But it's scary. We try to make it work, and when I considered switching my major from Information Systems, I was freaking out. I called my mom, and told her, "I don't know if I will be able to do this." She said, "Alex, just do whatever makes you happy." I was like, "Oh, okay." I felt like I needed permission to pursue what I really wanted in that moment.

My mom said the same thing. And it's very contradicting to what she's spent my entire life telling me that I had to do. I was completely thrown off to say the least.

What are your plans after graduation?

I would like to get my master's degree, but I’m still deciding on that.

What career goals have you set for yourself?

I plan to explore my options. I’m more focusing on gaining more experience right now.

Well, speaking of your experience, you said that you're in an internship now.

Currently, I'm the Social Media Manager for UMBC Center for Art, Design, and Visual Culture in the Fine Arts building.

Is there anything you have learned from this internship?

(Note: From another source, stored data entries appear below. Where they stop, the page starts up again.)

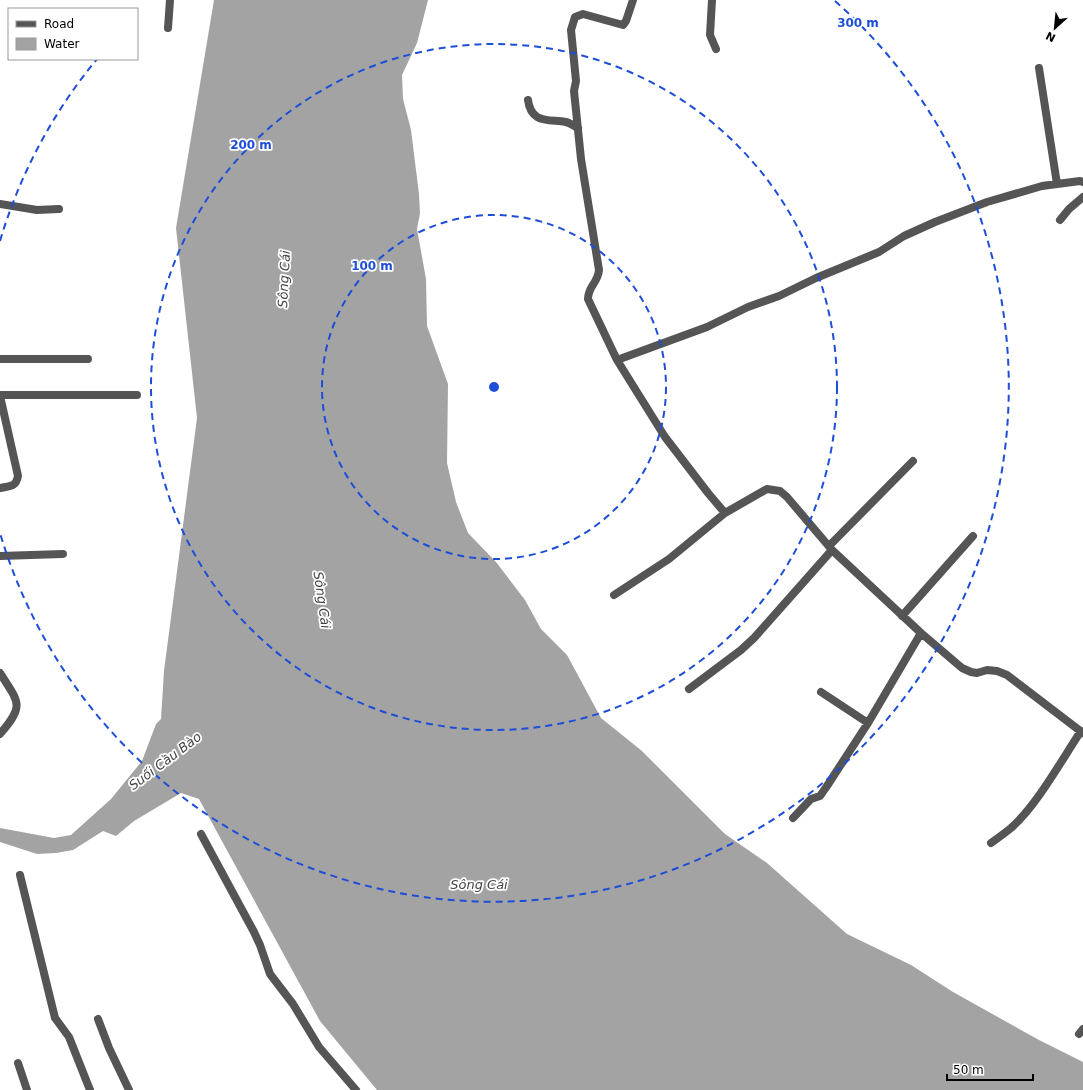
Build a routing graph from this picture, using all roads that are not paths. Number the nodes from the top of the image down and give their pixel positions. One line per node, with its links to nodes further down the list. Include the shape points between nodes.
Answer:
1 (170, 0): 4 (street)
2 (633, 0): 8 (street, via 623,26 583,14 575,17 570,30)
3 (712, 0): 5 (street, via 710,35)
4 (168, 28)
5 (716, 48)
6 (1039, 68): 10 (street)
7 (528, 100): 8 (street, via 529,108 539,118 568,122)
8 (578, 128): 17 (street, via 600,270 588,292 588,299)
9 (1083, 182): 10 (street)
10 (1056, 184): 17 (street, via 987,202 935,222 904,236 879,252 779,296 748,307 707,327)
11 (1083, 197): 14 (street, via 1069,208)
12 (0, 204): 13 (street, via 38,210)
13 (58, 209)
14 (1060, 220)
15 (0, 359): 16 (street)
16 (88, 359)
17 (617, 360): 22 (street, via 665,437)
18 (137, 395): 19 (street)
19 (0, 396): 21 (street, via 18,476 17,482 12,486)
20 (913, 462): 24 (street)
21 (0, 488)
22 (725, 513): 24 (street, via 767,489 780,491); 27 (street, via 665,562)
23 (973, 536): 28 (street)
24 (831, 548): 28 (street); 31 (street, via 754,638)
25 (63, 554): 26 (street)
26 (0, 556)
27 (614, 595)
28 (902, 616): 29 (street)
29 (920, 633): 33 (street); 34 (street, via 962,668 977,673 987,670 1007,675)
30 (0, 672): 35 (street, via 17,700 12,720)
31 (689, 689)
32 (821, 692): 33 (street)
33 (868, 723): 36 (street, via 820,796 811,799)
34 (1082, 732): 38 (street, via 1026,811 1011,828)
35 (0, 734)
36 (793, 818)
37 (201, 834): 45 (street, via 254,932 270,974 293,1004 319,1047)
38 (991, 843)
39 (20, 875): 43 (street, via 55,1018 69,1037)
40 (98, 1019): 44 (street)
41 (18, 1063): 42 (street)
42 (27, 1090)
43 (90, 1090)
44 (129, 1090)
45 (356, 1090)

The best lesson I've learned is from one of the gallery artists, Alita Devan. While putting up her exhibition, I had the opportunity to work with her. One of the things I learned from her was her art process. In the past year, I've had trouble getting motivated to create art. I learned that she sketches all the time, takes little ideas, any concept that she has, puts it down, and builds on it as time goes on. The best way to approach the project is in pieces rather than one big project.

What has been the highlight of your time at UMBC?

The highlight so far was last semester with my old roommate. She's such a sweet person. She likes to plan little parties and stuff like that. So, we had a Black girl cottage core-themed picnic. I met a whole bunch of Black girls, and we were talking about our Blackness, what it means to us, and how we, as Black women, are navigating the world. I really enjoyed that day.

Last question: what advice would you give someone choosing to pursue MCS as a major?

First, I would say be prepared to write a lot of papers. The second is to keep your mind open when it comes to many things and pay attention to things happening worldwide. What are the issues happening around the world? Having a healthy amount of curiosity would help you a lot. It gives you room to understand things that might be talked about in class. You can't be stuck in one way of thinking. Being in this major requires you to be open-minded and open to differing opinions and discussions.